Using One-Hot Encoding in Deep Learning

Data preprocessing is a fundamental step before building a deep learning model. When creating a deep learning project, we don’t always find clean and well-formatted data. Therefore while doing any operation with the data, it is mandatory to clean it and put it in a formatted way. Data preprocessing is the process of preparing the raw data and making it suitable for a machine or deep learning model and is also the first and decisive step in creating a model. Using the new revolutionary technologies such as Artificial Intelligence and deep learning for intelligent decision making and business growth, but without the right computing techniques it is useless.

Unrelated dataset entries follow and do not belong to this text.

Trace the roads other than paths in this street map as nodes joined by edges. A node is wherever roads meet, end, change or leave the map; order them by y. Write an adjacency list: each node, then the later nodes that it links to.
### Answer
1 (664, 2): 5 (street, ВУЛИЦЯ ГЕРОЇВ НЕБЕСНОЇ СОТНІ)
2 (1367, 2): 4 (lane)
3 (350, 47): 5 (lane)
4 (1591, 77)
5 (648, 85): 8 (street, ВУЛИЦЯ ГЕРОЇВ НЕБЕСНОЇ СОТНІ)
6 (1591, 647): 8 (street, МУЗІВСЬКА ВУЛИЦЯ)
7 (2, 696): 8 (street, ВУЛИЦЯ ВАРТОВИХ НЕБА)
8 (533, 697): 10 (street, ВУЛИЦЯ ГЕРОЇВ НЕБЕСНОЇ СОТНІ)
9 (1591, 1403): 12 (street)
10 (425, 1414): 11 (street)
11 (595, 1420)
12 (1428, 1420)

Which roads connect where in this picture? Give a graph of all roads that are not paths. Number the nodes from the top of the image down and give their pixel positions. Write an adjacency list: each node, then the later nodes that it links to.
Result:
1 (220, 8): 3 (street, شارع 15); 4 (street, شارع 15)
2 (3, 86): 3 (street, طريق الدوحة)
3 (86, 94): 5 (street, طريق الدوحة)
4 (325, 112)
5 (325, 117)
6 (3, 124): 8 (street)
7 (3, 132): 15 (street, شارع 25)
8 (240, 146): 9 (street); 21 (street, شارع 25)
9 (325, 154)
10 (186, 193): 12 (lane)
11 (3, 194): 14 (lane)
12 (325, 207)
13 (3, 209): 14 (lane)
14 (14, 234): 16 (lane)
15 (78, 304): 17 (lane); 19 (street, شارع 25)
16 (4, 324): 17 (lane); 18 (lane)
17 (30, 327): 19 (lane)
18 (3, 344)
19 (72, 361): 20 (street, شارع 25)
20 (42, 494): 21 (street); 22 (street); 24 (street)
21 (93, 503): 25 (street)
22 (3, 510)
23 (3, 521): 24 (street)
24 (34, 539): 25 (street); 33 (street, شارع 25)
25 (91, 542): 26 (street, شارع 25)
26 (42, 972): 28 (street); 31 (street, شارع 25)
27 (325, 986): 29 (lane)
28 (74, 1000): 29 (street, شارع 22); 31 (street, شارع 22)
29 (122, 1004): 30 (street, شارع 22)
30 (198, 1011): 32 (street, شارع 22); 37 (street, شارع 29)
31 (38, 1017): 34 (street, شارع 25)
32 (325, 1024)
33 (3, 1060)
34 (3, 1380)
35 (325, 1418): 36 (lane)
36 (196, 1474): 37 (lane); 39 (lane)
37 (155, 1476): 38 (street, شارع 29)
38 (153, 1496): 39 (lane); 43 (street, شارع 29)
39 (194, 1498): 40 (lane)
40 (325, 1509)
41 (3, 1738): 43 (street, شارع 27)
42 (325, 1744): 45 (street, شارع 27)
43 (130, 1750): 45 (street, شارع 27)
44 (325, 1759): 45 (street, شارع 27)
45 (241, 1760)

Various machine learning algorithms as well as deep learning algorithms usually cannot work with categorical data if this is entered directly into the model. These categories need to be converted more to numbers, and so must the input and output variables in the categorical data. If you work in data science, you have probably heard of the term “onehot encoding”. The Sklearn documentation defines it as “encoding categorical integer features with a one-hot scheme”. But what is it exactly?

What is One Hot Encoding?

Since a machine can only understand numbers and no text at all, this is essentially the case with deep learning and machine learning algorithms. One hot encoding can be defined as the essential process of converting the categorical data variables to be provided to machine and deep learning algorithms, which in turn improve the prediction and classification accuracy of a model. One hot encoding is a common method of preprocessing categorical features for machine learning models. This type of encoding creates a new binary feature for each possible category and assigns a value of 1 for the characteristic of each sample that corresponds to its original category.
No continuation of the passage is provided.